Proxmox 5.0, iSCSI and LVM clarifications

dfenwick

Active Member
Jul 16, 2017
26
1
43
59
I've been testing Proxmox 5.0 for the last few days, experimenting with a few of the machines I have.

I have two Dell EqualLogic PS-M4110 arrays in a Dell m1000e chassis with 9 physical blades also in the blade chassis. The PS-M4110 only supports iSCSI. Each of the blades has an onboard nic and at least one mezzanine card. All nics are 10Gbps, but the nics in the B and C fabric are forced to 1Gbe due to some switch limitations I have in the chassis. The A fabric is full 10Gbe.

I read most of the Proxmox documentation before doing anything with it other than the basics of installing it on blades.

I have the nics split between regular traffic and san traffic. They're a mix of Broadcom NetXtreme II and Intel X520 nics. I have 6 nodes in my cluster and all are configured properly for connectivity. Their enumerations come out to eno1 and eno2 being on the 10Gbe fabric, and the others (the p nics - I'm starting to detest the whole kernel 3.x and 4.x nomenclature they've done on nics) are the 1Gbe traffic nics. The 10Gbe nics are not redundant right now. Only eno1 or eno2 is configured on the san bridge (vmbr1) depending on the blade. The quarter height blades alternate their fabric connectivity due to mezzanine design, but let's just say everything's up properly (it is). The 10Gbe nics are also configured for MTUs of 9k, which was more challenging to figure out how to do the Proxmox way than I had predicted.
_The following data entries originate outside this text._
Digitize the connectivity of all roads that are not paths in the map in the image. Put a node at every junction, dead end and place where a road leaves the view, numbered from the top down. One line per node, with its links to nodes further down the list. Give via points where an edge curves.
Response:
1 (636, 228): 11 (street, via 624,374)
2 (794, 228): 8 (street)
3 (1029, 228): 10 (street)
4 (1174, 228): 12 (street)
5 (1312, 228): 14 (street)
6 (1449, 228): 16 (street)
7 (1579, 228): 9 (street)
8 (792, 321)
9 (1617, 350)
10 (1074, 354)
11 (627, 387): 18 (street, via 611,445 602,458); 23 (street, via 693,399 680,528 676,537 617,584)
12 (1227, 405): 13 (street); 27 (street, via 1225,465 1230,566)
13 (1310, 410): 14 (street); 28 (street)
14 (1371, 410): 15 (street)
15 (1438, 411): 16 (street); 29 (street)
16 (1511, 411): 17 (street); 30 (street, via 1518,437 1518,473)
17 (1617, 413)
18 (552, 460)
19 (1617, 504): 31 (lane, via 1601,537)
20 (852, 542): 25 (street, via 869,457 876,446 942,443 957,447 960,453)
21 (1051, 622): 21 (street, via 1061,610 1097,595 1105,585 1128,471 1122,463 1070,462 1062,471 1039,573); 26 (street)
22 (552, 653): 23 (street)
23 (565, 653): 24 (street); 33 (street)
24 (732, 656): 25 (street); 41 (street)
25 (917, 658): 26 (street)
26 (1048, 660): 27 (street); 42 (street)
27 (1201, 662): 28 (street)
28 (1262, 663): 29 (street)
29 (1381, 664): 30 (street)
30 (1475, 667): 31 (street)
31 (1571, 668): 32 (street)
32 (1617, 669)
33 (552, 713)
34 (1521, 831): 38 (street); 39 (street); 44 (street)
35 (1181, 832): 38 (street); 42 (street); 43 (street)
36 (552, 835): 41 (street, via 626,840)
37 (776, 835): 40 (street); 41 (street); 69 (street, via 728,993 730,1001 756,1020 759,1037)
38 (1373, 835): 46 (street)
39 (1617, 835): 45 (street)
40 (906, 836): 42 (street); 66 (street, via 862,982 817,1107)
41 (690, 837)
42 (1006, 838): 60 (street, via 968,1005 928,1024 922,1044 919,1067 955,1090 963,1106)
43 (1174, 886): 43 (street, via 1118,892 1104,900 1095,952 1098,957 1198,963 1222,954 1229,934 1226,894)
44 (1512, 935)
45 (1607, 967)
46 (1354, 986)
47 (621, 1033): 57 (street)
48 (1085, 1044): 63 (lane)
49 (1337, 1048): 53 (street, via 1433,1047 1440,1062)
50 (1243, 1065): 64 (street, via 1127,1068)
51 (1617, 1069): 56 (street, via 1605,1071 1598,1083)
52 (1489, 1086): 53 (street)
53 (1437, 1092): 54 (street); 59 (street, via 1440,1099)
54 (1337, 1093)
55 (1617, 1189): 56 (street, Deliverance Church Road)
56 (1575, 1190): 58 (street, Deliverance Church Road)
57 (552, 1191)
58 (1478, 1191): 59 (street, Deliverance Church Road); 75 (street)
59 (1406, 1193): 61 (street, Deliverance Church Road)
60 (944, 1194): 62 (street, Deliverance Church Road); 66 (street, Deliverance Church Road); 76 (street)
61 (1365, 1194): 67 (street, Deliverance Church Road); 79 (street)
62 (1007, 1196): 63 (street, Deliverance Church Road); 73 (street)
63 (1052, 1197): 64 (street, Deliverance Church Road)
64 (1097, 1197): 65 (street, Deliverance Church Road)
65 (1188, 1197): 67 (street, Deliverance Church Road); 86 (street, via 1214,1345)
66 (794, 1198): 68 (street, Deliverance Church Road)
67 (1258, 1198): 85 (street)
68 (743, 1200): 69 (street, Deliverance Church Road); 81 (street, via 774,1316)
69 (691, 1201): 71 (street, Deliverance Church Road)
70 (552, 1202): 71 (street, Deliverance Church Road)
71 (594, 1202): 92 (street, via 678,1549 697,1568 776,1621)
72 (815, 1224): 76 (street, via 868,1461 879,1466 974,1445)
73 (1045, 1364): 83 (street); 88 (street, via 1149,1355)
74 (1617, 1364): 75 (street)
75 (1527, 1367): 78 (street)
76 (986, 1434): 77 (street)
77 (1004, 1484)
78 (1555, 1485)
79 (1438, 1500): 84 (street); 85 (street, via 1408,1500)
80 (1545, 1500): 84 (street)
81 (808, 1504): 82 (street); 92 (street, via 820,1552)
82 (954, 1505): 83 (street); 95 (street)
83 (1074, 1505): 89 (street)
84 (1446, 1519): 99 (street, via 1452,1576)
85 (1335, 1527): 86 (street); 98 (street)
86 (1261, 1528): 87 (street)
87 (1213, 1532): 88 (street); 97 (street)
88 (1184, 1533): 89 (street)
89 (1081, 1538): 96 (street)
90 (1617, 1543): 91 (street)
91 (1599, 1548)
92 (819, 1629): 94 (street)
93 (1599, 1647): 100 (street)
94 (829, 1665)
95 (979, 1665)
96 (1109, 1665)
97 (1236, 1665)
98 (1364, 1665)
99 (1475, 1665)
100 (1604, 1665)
I added 5 2TB volumes on my storage array and then, per the storage documentation, created iscsi storage containers for each. I then mapped each of those iscsi storage containers to individual shared lvm storage containers. My first go-round, which caused many issues, was because I didn't quite understand how the lvm storage was created and I ended up with luns in my lvm containers. So I tore all of that down and then created 5 iscsi containers with 5 separate lvm containers, one for each iscsi lun.

This is where my first issue cropped up. After provisioning all of this, it was only available on the PVE manager I was logged into through the web interface. None of the volume groups activated on any of the other servers. After restarting each of the other servers in the cluster, one-at-a-time due to not wanting to lose corosync quarum, they each picked up those lvm volumes, but only after restart. I didn't worry too much about that at the time because I was just poking around. Those logical volumes were called lvm001 through lvm005. Later testing (after everything below I ran into transpired) showed that I had to clear the volume cache on each of the other servers in the cluster (other than the one I was connected to the web server on) with:

Code:
vgscan -v --cache
vgchange -ay vg001

I then created a virtual machine on lvm001 on host A and gave it 50GB of disk space. Installed Centos 6.9 on that virtual machine. Then I did a live clone of that virtual machine to a different host and different logical volume. I installed another 5 virtual machines over a couple days. But what I observed was strange, and I'm hoping someone might be able to enlighten me on the problem.

Over the course of a day, the volume contents started falling out of sync between hosts in the cluster. For example, if I installed a virtual machine on host B, host A would not see the disk if the disk was placed on lvm002 instead of lvm001. It got to the point where I had duplicate disks across my 5 logical volumes due to creating a tearing down virtual machines throughout the process. Eventually VMs became unbootable if I migrated them between my hosts.

Now I'm definitely not a Proxmox expert. I've been evaluating it in my local lab as a test. But I've read most of the documentation and I've been doing this type of stuff for an awful long time (30+ years - I'm actually a software engineer by trade - I'm a Samba team alumni, and have done some kernel work, but not for a long while now.) I'm trying to figure out if I've taken an incorrect path in my storage decision making process or if that's the expected behavior when adding an iscsi storage in a Proxmox cluster. In addition, what can cause the shared logical volumes to fall out of sync across hosts as I've seen? To be honest, I can readily reproduce this problem in my environment. Not that I want to, but if it's necessary I can certainly do so. :)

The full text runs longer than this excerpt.